A mystery. Yesterday I listened to Senator John McCain telling a television audience how all the troops in Iraq feel about the war. And now Nicholas Kenyon tells us who people want to appear at the Proms. How do they KNOW these things? Did Kenyon do a survey of the entire population? Was it a multiple choice sort of thing -- "Who would you most like to appear in the Proms: Ida Haendel, Evgeny Kissin, Michael Ball...?" Is there some kind of logic -- more people go to hear Lloyd Webber and Ball than Schubert and Gorne, therefore they want Ball at the Proms? Actually, people who like him want him in the West End, though no doubt they'd be happy enough to get an extra dose in the Albert Hall. I'd be quite happy if I walked into a West End theatre and found Lulu instead of Cats, but that's not going to happen.
This business comes in the same category as having Proms rock concerts to reach out to young people. You don't go to a tennis club to play golf, a butcher's shop to buy tofu, the Brompton Oratory in hopes of running into Richard Dawkins, and I do not for one second believe that people scan the Proms' schedule hoping to find Michael Ball. I must add a rider to this. I have only encountered ball once. One day in non-classical mode, I looked on Youtube for Barbara Cook, a singer I admire greatly. Three clips, one from a Royal Variety show in which she sang Rodgers and Hammerstein's "People Will Say We're in Love" -- with Michael Ball. I had no idea who he was, and less idea why Cook had been lumbered with him. Good voice, though not appealing to me, but, oh, the mannerisms. I shall check the Purcell performance, but it won't change my mind about Ball singing Lloyd Webber at the Proms.

DaveN said...

In Michael Ball's recent interview in the Radio Times he rightly points out that some classical singers have sung ALW's work in their own right.

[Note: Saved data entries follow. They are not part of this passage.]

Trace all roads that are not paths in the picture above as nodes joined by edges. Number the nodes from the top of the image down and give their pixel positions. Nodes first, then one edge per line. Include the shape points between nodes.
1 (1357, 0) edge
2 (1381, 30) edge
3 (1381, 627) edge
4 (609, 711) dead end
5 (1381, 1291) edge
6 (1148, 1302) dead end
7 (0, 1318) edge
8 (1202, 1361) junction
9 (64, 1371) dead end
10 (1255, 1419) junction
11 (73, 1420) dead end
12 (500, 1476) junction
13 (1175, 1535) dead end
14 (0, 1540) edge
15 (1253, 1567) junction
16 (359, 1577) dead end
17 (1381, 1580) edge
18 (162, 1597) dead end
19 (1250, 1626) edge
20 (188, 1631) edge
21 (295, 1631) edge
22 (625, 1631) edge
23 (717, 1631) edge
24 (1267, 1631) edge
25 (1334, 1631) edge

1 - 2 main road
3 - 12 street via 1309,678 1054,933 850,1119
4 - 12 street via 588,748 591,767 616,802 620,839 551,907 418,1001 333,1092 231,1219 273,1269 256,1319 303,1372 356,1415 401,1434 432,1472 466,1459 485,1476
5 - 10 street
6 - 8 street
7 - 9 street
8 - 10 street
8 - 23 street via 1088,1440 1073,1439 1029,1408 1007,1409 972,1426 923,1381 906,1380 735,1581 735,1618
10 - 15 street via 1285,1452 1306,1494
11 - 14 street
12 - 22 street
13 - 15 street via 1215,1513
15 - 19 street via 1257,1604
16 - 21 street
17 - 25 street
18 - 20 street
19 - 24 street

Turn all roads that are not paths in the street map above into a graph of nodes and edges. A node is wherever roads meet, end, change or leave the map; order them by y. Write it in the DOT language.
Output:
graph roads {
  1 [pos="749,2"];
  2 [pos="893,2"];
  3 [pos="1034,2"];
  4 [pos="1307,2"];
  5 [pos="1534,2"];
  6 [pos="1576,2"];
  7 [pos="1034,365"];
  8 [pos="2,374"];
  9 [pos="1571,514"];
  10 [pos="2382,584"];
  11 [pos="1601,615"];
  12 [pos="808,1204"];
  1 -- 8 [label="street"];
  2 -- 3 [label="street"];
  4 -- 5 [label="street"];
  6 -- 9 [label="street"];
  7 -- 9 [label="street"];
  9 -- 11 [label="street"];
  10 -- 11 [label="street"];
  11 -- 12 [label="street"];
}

So is it ok for classical singers to sing the work just not at the proms. The fact is ALW is one composer of the
hundreds in this genre that can be used for this performance and some of the worlds most enduring songs come from it.

"You don't go to a tennis club to play golf, a butcher's shop to buy tofu"

Exactly ! Michael Ball is our foremost musical theatre performer if this music is to be included in the Prom it should be a musical theatre performer who sings it. This performance comes in the middle of appearing in two different West End shows. I for one am looking forward to seeing what is included in the Prom concert.

looking at Youtube that clip with of "People will say we're in love" is ten years old for heavens sake.

At least as suggested by Miss Duchen listen to the performance and then judge it.

But even then I doubt some of those who have been most condesending would dare admit it even if they enjoyed it.